=== What is expected ===
Filter the records for "highway" and keep each line that has it.

[Collected data]

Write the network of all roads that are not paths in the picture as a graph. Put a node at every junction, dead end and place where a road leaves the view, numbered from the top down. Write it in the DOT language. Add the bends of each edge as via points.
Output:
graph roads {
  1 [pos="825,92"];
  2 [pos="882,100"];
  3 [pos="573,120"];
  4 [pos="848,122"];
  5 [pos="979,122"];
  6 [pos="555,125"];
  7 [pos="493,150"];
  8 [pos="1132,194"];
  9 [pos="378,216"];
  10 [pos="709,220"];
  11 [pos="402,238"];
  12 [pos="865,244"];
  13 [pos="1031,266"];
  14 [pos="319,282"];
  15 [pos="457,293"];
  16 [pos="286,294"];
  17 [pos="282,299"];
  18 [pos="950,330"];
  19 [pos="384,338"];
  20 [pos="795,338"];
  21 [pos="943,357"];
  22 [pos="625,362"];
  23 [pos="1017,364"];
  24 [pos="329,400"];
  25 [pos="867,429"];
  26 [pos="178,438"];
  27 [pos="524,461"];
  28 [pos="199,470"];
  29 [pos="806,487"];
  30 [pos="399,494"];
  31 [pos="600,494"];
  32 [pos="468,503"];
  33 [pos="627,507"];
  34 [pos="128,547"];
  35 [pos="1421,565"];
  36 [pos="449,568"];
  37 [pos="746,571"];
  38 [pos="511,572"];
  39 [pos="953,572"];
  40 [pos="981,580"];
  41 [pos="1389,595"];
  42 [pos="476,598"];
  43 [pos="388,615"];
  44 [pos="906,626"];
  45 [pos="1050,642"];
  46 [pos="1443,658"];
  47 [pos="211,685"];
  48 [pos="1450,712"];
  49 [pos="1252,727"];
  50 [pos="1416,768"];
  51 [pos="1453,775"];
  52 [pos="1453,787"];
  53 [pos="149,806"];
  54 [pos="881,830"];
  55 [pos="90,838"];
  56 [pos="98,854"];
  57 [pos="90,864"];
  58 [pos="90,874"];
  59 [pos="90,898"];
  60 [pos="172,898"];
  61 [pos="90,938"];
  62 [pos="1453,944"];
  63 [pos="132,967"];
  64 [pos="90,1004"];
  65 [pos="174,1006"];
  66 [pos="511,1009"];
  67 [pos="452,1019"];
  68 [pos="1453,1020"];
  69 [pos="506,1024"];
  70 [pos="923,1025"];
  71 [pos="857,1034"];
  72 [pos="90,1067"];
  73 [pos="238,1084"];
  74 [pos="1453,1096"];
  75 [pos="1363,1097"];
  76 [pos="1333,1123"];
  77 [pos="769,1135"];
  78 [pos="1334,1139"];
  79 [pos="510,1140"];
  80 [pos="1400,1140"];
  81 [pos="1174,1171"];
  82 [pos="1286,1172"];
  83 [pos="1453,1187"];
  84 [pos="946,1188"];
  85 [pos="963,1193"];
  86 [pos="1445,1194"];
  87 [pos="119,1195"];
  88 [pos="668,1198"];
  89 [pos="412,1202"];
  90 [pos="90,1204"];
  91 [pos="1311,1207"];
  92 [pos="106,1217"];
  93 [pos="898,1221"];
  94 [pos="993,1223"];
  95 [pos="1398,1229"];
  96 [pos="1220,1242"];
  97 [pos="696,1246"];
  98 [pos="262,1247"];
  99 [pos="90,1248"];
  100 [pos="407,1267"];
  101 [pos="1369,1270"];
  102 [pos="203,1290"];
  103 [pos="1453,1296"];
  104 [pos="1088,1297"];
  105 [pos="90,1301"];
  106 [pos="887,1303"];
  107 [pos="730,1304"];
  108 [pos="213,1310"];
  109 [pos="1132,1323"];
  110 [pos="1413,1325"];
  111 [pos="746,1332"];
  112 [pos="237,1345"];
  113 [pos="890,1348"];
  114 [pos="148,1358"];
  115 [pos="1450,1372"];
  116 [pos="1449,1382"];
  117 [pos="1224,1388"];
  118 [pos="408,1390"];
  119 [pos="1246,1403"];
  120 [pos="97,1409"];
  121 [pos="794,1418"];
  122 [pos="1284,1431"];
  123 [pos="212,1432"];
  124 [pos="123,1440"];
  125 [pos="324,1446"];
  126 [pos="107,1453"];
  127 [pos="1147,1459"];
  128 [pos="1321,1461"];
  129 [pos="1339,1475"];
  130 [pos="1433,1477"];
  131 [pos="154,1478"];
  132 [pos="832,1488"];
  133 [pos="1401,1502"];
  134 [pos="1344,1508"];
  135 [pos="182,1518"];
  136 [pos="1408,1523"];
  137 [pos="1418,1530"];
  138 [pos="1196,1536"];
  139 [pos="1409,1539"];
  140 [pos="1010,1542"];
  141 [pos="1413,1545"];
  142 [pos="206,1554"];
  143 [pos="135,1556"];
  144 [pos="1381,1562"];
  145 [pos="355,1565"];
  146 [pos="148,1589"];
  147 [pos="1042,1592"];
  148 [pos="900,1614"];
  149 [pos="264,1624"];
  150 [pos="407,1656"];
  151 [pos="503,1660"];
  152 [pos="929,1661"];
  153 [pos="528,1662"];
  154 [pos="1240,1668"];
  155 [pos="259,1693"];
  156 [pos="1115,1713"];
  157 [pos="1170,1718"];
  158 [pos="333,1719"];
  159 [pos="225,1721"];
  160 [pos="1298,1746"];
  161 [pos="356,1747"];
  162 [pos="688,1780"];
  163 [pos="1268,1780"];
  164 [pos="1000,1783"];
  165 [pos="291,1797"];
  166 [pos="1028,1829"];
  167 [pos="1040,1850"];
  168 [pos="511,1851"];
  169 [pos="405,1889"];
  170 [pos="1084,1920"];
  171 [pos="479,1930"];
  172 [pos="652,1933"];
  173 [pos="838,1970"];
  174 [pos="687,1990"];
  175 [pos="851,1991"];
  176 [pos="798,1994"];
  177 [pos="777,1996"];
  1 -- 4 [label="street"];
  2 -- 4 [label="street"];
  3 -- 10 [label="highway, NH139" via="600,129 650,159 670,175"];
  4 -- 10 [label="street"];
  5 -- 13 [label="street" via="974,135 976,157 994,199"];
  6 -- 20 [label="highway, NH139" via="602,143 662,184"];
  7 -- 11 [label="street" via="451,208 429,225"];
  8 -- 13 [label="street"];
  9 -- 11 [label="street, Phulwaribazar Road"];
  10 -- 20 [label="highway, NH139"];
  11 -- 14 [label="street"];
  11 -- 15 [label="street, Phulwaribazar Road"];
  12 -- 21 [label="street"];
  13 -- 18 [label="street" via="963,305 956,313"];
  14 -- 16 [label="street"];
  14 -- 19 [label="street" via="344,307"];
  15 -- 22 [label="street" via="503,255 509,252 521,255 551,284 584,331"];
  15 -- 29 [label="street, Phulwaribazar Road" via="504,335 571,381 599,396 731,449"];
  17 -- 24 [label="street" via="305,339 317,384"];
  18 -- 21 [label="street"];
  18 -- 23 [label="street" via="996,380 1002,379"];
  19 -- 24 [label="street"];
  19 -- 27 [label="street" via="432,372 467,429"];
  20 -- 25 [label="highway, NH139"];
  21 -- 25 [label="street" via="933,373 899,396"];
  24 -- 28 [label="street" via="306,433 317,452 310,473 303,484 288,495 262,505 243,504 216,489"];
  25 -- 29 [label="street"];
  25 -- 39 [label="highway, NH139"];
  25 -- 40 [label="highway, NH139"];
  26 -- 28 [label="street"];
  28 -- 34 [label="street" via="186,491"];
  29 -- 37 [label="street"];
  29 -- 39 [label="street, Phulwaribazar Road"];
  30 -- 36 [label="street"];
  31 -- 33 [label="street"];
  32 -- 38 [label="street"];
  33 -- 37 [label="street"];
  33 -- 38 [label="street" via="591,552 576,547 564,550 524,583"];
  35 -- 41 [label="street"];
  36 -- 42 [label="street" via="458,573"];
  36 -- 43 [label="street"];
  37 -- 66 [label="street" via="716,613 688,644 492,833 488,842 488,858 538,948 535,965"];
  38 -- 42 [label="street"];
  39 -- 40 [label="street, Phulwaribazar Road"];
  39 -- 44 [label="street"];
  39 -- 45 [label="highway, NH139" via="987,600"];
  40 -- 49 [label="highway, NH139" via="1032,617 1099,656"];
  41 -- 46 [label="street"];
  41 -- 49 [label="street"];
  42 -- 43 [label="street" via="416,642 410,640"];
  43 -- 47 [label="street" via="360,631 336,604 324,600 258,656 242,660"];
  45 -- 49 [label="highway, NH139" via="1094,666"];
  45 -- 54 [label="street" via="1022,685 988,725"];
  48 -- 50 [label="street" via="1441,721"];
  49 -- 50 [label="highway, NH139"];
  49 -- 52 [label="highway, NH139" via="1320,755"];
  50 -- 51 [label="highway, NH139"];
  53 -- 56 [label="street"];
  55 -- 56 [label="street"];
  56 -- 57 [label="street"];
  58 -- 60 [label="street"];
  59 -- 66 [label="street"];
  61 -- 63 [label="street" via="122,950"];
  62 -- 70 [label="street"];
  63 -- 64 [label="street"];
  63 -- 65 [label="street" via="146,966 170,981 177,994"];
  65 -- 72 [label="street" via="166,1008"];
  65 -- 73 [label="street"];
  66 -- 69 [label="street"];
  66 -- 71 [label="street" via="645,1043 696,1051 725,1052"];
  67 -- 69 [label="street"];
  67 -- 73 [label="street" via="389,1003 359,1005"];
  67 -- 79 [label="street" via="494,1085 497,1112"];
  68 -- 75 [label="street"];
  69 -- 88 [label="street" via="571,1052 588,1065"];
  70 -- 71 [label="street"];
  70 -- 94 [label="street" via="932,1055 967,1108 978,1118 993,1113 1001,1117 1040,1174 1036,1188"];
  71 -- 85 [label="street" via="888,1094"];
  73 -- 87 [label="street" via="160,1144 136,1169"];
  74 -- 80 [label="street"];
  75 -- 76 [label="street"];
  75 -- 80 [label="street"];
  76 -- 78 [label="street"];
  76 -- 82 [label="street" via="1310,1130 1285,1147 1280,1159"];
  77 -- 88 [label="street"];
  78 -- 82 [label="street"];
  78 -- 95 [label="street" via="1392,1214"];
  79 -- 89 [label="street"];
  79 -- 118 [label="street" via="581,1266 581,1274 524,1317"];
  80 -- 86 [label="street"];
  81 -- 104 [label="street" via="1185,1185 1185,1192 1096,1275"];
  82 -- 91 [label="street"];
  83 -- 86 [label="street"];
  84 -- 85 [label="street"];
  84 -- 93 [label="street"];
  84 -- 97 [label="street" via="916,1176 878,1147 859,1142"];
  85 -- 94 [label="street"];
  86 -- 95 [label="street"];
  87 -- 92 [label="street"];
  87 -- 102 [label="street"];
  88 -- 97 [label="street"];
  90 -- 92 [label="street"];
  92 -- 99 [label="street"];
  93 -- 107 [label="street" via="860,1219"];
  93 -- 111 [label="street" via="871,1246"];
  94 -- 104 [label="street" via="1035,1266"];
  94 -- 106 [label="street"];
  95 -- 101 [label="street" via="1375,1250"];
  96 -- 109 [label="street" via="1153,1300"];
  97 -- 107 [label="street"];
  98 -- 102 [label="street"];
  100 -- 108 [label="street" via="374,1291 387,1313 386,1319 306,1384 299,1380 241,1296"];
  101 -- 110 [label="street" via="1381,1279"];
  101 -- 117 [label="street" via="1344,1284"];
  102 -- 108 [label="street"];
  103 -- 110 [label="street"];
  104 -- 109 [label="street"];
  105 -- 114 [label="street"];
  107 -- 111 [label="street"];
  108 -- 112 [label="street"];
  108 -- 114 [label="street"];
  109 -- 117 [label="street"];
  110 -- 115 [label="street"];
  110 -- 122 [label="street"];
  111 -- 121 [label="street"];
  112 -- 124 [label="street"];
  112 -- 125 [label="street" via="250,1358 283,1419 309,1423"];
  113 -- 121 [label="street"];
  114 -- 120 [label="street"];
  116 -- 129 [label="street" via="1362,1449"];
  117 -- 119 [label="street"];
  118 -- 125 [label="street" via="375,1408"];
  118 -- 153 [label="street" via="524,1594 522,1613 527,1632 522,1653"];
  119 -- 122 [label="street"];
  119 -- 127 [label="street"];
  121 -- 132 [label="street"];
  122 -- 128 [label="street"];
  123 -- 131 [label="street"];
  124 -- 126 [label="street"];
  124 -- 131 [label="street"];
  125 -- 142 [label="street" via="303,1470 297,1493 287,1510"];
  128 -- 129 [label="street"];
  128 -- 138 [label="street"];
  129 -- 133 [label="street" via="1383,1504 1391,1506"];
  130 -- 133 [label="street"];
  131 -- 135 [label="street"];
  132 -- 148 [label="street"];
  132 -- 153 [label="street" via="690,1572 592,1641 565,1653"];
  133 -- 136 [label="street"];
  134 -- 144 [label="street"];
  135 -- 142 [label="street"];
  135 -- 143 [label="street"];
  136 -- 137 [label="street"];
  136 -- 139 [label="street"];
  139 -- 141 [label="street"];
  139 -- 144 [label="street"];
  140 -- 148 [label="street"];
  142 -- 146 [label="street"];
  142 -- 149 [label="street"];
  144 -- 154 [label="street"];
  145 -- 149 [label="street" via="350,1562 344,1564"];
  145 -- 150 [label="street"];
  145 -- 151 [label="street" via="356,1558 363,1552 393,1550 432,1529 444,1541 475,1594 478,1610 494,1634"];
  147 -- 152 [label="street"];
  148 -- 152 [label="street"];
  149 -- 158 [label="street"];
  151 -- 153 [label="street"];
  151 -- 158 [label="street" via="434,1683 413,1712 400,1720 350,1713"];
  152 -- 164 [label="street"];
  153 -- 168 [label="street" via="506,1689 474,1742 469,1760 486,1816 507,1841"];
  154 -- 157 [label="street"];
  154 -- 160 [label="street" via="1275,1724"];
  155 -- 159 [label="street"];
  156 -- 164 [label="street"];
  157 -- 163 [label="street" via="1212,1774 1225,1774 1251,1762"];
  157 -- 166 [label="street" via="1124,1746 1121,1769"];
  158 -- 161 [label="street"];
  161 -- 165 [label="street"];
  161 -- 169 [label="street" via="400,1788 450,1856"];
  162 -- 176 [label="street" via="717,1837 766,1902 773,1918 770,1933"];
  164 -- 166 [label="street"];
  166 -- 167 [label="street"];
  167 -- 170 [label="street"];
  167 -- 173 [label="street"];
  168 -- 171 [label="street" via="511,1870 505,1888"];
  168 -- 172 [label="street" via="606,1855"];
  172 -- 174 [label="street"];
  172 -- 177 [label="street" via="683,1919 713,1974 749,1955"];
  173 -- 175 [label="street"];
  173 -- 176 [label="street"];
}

=== Answer box ===
  3 -- 10 [label="highway, NH139" via="600,129 650,159 670,175"];
  6 -- 20 [label="highway, NH139" via="602,143 662,184"];
  10 -- 20 [label="highway, NH139"];
  20 -- 25 [label="highway, NH139"];
  25 -- 39 [label="highway, NH139"];
  25 -- 40 [label="highway, NH139"];
  39 -- 45 [label="highway, NH139" via="987,600"];
  40 -- 49 [label="highway, NH139" via="1032,617 1099,656"];
  45 -- 49 [label="highway, NH139" via="1094,666"];
  49 -- 50 [label="highway, NH139"];
  49 -- 52 [label="highway, NH139" via="1320,755"];
  50 -- 51 [label="highway, NH139"];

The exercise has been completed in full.